En vertu des dispositions du code rural, le titulaire d’un bail rural peut, à sa demande, obtenir la résiliation du bail avant son terme. Il existe cinq situations qui permettent au fermier de faire jouer son droit à résiliation anticipé.

Les situations prévues au code rural permettant au preneur de demander la résiliation anticipée de son bail sont :

  • la retraite
  • l’incapacité temporaire de travail
  • le décès d’un membre de sa famille
  • l’acquisition d’une exploitation distincte
  • la mise en conformité avec le schéma directeur du département

La retraite du preneur

Cas le plus fréquent, le preneur atteint l’âge de la retraite, il peut solliciter la résiliation dans un délai de 12 mois précédant la fin souhaitée du bail. Ainsi, le bail s’achèvera à la fin de l’une des périodes annuelles qui suit la date à laquelle le preneur a atteint l’âge de la retraite.
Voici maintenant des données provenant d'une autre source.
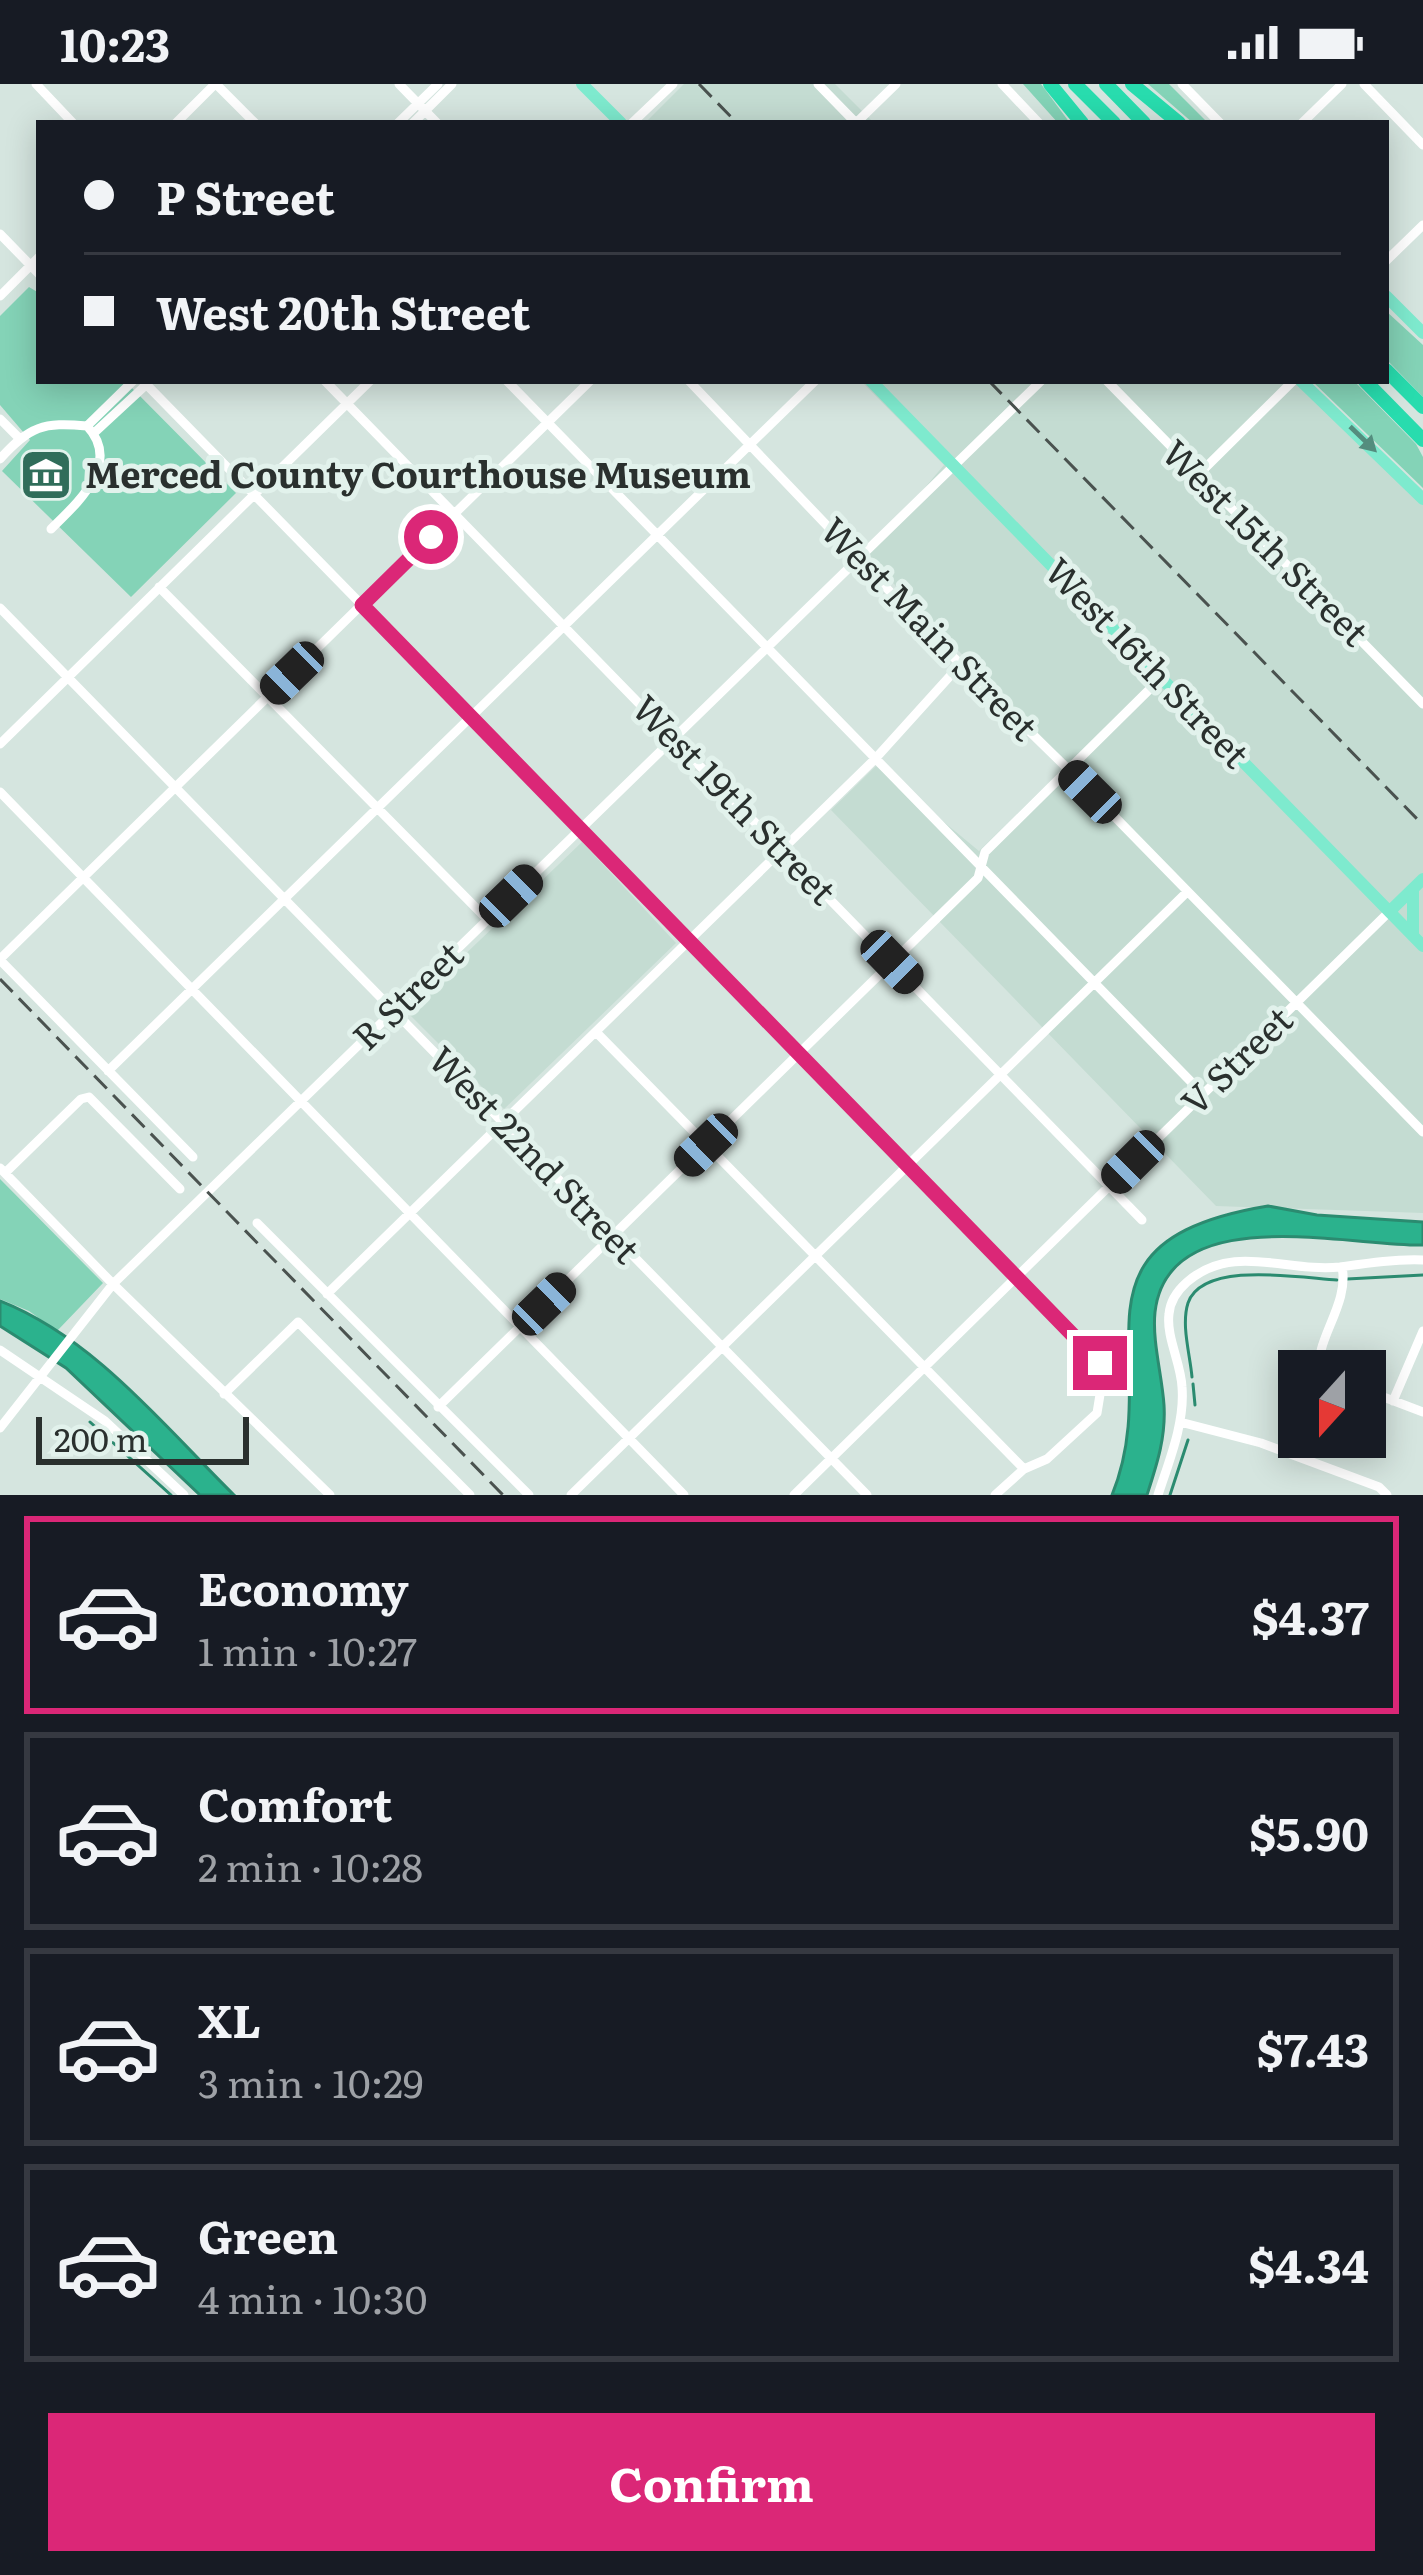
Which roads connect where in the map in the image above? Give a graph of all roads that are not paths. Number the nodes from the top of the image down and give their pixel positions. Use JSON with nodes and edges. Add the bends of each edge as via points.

L’incapacité temporaire de travail

Dans le cas où le preneur en place ou un membre de sa famille indispensable à l’exploitation du fonds, venait à être victime d’une incapacité de travail, il peut demander la résiliation de son bail et l’obtenir de plein gré en délivrant congé à son propriétaire. L’incapacité doit cependant être d’une durée supérieure à deux ans et faire l’objet d’un certificat médical qui sera joint pour le propriétaire.

Le décès

Cet événement concerne en premier lieu le décès d’un ou plusieurs membres de la famille du preneur, indispensables à l’exploitation des biens loués. Cependant, si le preneur décède, ses héritiers ou ayant-droit peuvent demander la résiliation du bail, dans un délai de six mois suivants l’événement.

L’acquisition par le fermier

Si le preneur venait à acquérir des biens agricoles (foncier) éloignés géographiquement des biens loués et pour lesquels il aurait obligation d’exploiter lui-même, il peut demander la résiliation de son bail en cours au motif de se consacrer pleinement et uniquement à sa nouvelle exploitation.

La mise en conformité de l’exploitation

Le dernier cas de figure revêt un caractère réglementaire ; il concerne les obligations de se conformer aux obligations qui peuvent découler d’une demande d’autorisation d’exploiter par exemple.

Dans tous les cas, si la fin de l’année culturale est postérieure de neuf mois au moins à l’événement qui cause la résiliation, celle-ci peut, au choix du locataire, prendre effet soit à la fin de l’année culturale en cours, soit à la fin de l’année culturale suivante. Dans le cas contraire, la résiliation ne prendra effet qu’à la fin de l’année culturale suivante.